凡そこの世に非ず、別の世界より来たる者を忍びと云う――数多の次元世界を制する支配者集団「無限王朝」と戦い続ける、伝説の忍び「光牙」。その一人、零牙に与えられた任務は亡国の姫と幼君の護衛であった。亡命の旅路を急ぐ一行の行手に、無限王朝麾下の骸魔忍群が立ち塞がる。激突する機忍法、その幻惑の奥義の数々よ。生き残るは果たして光牙か骸魔か。絢爛たるゴシック世界、生と死の無明の狭間に展開する死闘の粋。


見よこの中二病くさい宣伝文句を。


以下、人によっては「ネタバレ」と感じる部分があると思いますので、ご注意ください。
 ↓



A「○○がやられたようだな…」
B「フフフ…奴は六機忍の中でも最弱…」
C「光牙にやられるとは骸魔のツラ汚しよ…」


みたいな感じです。

世界観としては、時代劇と特撮アクションとSFファンタジーとミステリが合体したような雰囲気で、パーツパーツはあちらこちらから拝借したムードが濃厚ですが、その組み合わせと作者の手腕で独特の世界を構築しているのがなかなか面白い。それほど長くはない尺の中で、語るべきことはコンパクトにまとめ、同時に細かい設定をあまり説明しないことでミステリアスな空気を生んで、というバランスの取り方はさすが脚本家といったところでしょうか。素晴らしい安定感です、月村了衛。

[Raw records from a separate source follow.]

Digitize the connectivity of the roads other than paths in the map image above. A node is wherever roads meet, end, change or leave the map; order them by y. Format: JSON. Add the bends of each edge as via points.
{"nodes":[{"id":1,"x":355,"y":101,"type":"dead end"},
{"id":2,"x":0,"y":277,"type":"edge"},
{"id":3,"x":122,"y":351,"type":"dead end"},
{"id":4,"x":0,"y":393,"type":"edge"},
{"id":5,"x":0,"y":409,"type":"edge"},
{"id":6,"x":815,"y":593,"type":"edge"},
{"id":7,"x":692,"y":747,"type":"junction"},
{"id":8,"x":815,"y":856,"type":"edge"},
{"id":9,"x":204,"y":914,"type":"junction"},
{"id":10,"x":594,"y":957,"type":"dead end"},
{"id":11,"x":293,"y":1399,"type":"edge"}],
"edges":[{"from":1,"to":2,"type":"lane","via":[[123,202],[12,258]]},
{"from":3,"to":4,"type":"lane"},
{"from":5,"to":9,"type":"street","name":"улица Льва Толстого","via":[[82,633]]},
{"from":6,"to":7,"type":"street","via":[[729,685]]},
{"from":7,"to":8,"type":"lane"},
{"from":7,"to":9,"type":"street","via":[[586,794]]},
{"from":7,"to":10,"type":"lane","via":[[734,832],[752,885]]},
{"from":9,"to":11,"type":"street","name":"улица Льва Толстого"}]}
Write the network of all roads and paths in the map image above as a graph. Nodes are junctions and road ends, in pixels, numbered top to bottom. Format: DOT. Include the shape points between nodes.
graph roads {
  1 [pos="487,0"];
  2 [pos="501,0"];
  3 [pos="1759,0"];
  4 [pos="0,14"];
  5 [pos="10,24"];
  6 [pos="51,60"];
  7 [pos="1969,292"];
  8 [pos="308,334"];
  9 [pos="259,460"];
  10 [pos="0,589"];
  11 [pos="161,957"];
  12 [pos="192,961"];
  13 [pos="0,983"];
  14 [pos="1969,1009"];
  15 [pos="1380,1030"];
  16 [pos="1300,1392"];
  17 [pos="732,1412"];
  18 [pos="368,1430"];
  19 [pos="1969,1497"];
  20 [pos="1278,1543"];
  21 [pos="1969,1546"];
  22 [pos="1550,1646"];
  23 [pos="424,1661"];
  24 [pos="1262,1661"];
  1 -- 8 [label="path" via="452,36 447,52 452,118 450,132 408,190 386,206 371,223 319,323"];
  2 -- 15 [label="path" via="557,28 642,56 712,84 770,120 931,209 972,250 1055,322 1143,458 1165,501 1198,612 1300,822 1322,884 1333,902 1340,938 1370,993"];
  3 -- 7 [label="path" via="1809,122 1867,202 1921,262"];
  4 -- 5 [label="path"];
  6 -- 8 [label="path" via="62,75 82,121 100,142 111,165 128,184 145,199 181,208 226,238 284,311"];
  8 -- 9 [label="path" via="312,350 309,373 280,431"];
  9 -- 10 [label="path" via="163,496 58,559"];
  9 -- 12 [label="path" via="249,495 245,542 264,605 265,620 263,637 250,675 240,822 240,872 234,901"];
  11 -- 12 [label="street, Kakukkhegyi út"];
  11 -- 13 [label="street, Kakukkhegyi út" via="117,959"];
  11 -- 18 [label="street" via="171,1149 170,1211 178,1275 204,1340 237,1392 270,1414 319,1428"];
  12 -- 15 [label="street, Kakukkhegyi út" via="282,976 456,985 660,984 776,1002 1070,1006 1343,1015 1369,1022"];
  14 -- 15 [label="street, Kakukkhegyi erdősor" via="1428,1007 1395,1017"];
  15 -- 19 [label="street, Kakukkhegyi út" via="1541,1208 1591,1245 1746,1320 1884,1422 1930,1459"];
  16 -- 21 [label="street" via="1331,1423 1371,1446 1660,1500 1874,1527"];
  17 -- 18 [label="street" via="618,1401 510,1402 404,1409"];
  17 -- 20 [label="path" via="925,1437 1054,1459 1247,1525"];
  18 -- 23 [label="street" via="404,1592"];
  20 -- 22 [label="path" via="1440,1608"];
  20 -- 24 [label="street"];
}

タイトルは「零牙」ってなってますが、ヒーローたった一人の孤独な闘いではありません。仲間の忍びがいて、それぞれ別種の技を使います。…なんて説明をしながらも、少年マンガぽいなぁ、などと半ば苦笑しながらニヤニヤしちゃうような外連味が、本作にはあるわけですね。
『仮面の忍者 赤影』なんて感想がWebには並んでいます。しかし、いまいち『赤影』を覚えていない私が思い出したのは、『銀牙 -流れ星 銀-』ですな。「霊魔軍 vs 黒狼軍」みたいな。そのまんま忍者(忍犬?)の伊賀甲賀設定出てきますし、抜刀牙なんて正に忍術じゃん、という。そういう意味でも本作は少年ジャンプ的な匂いがプンプンする。

そんな活劇中心の物語となる中、「忍びは別の世界(=元の世界)の記憶を持たない」という悲哀の設定を上手く活かし、かつ後半にはミステリ的どんでん返しを巧みにキメる様がなかなか爽快です。必殺技の説明には何を言ってんだかよう分からんものもありますが、それを強引に押し切る勢いと一種独特の空気がある。だって少年マンガに出てくる必殺技の原理を説明しろなんて無粋なことは言えんでしょうふつう(笑)


読後にズシリと残るものがあるタイプの小説ではありませんが、良い意味でのこのバカバカしさは◎。
いやー、面白かった。ラスト、ちょい涙ぐんじゃったもんな。